*** Opening of Study material ***
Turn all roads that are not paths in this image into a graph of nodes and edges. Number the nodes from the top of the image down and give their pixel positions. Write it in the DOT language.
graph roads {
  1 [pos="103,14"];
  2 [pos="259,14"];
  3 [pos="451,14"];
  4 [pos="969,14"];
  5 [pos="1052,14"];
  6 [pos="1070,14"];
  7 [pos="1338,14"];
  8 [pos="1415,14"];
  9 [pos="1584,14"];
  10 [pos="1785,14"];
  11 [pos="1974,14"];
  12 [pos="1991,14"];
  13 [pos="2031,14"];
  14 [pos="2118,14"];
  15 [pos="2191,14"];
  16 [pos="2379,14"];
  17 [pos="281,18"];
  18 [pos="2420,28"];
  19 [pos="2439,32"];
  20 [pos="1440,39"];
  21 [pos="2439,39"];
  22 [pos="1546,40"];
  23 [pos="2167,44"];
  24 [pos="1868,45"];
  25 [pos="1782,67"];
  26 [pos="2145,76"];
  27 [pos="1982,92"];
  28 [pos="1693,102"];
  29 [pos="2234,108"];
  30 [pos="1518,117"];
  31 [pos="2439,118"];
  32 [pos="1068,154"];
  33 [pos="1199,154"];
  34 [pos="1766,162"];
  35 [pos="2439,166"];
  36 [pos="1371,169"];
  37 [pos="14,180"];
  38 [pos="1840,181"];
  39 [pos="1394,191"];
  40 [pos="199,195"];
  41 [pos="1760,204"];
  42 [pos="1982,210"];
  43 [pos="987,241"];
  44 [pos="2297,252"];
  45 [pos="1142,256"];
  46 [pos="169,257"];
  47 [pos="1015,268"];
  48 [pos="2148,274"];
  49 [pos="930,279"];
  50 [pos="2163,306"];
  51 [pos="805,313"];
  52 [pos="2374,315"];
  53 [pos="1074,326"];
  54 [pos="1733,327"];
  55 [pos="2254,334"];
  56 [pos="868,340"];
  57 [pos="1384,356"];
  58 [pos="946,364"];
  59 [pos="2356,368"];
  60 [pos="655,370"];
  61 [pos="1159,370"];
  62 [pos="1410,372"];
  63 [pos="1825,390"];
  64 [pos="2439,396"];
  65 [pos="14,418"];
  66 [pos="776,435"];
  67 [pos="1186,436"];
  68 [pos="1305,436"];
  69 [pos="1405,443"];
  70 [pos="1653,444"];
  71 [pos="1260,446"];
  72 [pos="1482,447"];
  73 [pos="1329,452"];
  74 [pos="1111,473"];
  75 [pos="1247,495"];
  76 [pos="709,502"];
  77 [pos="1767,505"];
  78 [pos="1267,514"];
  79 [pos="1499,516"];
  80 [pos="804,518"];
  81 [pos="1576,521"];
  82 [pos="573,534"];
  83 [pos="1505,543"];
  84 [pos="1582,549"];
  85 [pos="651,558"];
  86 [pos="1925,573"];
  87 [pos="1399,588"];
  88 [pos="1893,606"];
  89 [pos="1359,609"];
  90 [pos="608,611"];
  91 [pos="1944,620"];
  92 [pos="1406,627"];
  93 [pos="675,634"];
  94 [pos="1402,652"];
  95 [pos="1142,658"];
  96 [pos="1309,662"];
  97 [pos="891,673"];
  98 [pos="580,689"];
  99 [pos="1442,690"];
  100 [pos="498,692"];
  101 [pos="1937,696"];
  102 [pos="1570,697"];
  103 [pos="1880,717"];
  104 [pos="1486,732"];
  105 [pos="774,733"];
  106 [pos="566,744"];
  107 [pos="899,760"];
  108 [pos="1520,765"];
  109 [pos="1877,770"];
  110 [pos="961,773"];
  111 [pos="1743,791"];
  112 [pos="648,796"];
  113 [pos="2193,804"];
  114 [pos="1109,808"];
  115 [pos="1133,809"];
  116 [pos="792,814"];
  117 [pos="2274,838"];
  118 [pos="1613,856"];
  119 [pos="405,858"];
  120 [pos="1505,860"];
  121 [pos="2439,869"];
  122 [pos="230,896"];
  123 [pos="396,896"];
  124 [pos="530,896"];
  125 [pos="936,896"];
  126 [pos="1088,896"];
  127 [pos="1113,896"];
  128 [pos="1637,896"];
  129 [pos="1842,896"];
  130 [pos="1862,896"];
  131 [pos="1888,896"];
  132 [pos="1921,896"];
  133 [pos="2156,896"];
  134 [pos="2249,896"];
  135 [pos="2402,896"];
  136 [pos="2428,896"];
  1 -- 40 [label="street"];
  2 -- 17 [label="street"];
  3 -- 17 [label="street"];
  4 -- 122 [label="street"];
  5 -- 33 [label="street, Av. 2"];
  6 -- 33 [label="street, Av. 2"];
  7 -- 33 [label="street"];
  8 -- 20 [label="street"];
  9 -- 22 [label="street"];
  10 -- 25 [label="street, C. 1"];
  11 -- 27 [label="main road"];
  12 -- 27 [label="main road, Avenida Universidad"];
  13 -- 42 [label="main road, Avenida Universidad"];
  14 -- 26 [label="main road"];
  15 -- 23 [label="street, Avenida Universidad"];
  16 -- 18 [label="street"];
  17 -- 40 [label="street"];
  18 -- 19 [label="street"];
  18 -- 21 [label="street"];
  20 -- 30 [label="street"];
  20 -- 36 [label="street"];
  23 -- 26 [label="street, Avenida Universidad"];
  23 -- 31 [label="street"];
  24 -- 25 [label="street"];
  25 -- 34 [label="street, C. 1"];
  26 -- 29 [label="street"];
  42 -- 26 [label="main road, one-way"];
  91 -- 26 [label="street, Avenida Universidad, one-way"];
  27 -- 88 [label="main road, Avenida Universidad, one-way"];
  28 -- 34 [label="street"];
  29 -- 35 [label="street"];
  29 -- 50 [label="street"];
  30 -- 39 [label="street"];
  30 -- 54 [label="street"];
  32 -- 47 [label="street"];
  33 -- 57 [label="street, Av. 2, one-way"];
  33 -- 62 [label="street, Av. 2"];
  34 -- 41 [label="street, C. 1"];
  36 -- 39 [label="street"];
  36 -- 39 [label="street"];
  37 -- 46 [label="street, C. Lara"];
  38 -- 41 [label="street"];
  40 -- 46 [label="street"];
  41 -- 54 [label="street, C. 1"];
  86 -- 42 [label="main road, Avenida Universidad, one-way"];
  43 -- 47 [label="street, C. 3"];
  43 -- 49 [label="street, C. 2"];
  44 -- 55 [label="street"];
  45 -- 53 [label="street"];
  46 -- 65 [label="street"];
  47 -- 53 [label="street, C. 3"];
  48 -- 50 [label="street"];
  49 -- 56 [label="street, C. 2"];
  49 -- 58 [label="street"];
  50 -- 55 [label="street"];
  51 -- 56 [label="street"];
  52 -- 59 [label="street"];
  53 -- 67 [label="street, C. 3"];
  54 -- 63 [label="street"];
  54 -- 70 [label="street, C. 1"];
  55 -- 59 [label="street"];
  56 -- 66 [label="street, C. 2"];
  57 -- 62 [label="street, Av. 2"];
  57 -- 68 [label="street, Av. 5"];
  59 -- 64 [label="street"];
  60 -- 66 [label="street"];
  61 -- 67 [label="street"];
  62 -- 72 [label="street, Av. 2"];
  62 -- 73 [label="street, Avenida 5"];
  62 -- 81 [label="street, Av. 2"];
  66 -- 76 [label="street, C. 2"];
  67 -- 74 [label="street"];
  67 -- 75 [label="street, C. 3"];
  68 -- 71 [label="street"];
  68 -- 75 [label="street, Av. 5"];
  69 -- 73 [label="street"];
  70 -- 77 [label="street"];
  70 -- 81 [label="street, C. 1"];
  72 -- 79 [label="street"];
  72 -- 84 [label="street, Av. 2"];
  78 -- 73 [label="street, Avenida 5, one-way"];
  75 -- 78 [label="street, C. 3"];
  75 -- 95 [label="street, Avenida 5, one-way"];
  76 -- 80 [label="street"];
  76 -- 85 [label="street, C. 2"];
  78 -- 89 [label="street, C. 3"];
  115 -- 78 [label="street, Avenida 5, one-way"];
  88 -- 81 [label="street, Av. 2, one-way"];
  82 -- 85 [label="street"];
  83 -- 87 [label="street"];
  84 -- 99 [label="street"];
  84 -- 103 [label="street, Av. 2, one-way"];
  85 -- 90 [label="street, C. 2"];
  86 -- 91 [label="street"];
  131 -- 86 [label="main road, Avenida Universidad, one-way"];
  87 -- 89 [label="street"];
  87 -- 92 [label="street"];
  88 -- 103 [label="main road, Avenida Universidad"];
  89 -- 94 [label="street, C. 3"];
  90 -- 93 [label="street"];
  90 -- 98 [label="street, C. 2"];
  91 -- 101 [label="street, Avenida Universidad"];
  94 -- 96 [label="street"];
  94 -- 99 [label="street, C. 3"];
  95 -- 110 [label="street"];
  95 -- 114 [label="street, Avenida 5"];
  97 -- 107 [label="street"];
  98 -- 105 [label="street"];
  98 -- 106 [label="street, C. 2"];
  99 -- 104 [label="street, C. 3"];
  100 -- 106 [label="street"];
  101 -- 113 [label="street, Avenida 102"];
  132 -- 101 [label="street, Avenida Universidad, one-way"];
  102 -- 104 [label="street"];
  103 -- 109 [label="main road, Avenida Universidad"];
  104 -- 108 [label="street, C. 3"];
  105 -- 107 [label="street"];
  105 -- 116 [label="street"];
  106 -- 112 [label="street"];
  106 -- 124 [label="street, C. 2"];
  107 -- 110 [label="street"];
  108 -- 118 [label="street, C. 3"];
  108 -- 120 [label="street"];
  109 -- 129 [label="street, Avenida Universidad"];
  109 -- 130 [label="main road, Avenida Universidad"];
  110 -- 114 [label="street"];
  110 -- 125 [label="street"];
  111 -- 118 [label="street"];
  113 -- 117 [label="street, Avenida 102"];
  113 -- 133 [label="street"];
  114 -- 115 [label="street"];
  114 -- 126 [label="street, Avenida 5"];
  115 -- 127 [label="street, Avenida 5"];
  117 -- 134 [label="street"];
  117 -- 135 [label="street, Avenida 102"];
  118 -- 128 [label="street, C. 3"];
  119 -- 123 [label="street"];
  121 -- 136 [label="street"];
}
*** Close of Study material ***
#### [Requirement]
Only the lines containing "roads" are needed; copy each of them from the data.

#### [Task response]
Turn all roads that are not paths in this image into a graph of nodes and edges. Number the nodes from the top of the image down and give their pixel positions. Write it in the DOT language.
graph roads {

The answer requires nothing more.